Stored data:
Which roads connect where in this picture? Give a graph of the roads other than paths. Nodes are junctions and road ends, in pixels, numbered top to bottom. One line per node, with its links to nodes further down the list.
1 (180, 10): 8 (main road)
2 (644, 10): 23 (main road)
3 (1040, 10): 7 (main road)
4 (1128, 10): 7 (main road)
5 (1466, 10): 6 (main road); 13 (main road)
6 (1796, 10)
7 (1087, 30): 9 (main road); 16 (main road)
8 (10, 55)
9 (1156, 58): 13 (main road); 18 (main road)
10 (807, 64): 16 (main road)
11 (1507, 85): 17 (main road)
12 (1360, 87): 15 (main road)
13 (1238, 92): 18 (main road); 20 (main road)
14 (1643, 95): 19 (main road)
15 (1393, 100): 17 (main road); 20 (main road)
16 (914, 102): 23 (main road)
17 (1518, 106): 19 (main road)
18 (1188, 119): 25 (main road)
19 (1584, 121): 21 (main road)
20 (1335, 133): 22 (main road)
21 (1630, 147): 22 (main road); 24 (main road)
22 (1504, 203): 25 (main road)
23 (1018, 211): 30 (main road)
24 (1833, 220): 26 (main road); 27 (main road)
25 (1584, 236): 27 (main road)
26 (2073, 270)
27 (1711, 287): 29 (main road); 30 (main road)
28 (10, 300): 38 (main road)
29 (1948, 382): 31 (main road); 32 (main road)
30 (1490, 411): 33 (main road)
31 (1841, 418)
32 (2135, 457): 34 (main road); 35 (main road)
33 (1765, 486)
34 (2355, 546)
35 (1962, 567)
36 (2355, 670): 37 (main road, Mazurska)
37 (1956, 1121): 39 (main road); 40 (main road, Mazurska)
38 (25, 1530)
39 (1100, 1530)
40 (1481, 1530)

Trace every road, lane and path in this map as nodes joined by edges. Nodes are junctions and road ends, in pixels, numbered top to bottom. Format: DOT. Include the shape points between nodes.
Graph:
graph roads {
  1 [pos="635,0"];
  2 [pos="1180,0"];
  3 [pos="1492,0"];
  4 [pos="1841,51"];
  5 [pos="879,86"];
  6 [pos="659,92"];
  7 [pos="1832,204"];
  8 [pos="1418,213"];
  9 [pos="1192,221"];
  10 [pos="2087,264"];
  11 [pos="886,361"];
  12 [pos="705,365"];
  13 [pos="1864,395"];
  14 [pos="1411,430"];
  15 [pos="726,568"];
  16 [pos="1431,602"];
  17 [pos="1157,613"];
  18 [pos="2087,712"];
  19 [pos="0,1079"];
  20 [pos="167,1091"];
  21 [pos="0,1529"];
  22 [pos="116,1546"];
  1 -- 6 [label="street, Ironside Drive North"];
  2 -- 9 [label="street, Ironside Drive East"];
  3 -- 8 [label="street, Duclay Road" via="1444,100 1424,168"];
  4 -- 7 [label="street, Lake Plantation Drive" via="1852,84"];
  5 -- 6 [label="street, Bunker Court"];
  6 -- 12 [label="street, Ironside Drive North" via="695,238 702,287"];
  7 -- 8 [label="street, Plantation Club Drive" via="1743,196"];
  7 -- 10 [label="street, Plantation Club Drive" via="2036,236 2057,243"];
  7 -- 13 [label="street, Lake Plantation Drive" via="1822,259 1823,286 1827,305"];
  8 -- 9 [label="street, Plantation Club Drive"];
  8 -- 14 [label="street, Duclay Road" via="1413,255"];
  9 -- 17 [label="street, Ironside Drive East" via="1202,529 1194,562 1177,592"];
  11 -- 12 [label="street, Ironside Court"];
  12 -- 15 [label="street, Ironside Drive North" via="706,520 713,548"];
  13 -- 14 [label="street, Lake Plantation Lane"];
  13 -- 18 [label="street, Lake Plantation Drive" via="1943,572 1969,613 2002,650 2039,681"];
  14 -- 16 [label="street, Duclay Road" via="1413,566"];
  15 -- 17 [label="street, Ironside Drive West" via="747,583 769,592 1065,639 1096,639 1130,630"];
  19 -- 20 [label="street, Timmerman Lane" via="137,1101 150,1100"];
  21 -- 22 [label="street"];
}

**Work instructions:** Your answer should consist of all lines above that include the string "roads".

**Solved problem:**
Which roads connect where in this picture? Give a graph of the roads other than paths. Nodes are junctions and road ends, in pixels, numbered top to bottom. One line per node, with its links to nodes further down the list.
graph roads {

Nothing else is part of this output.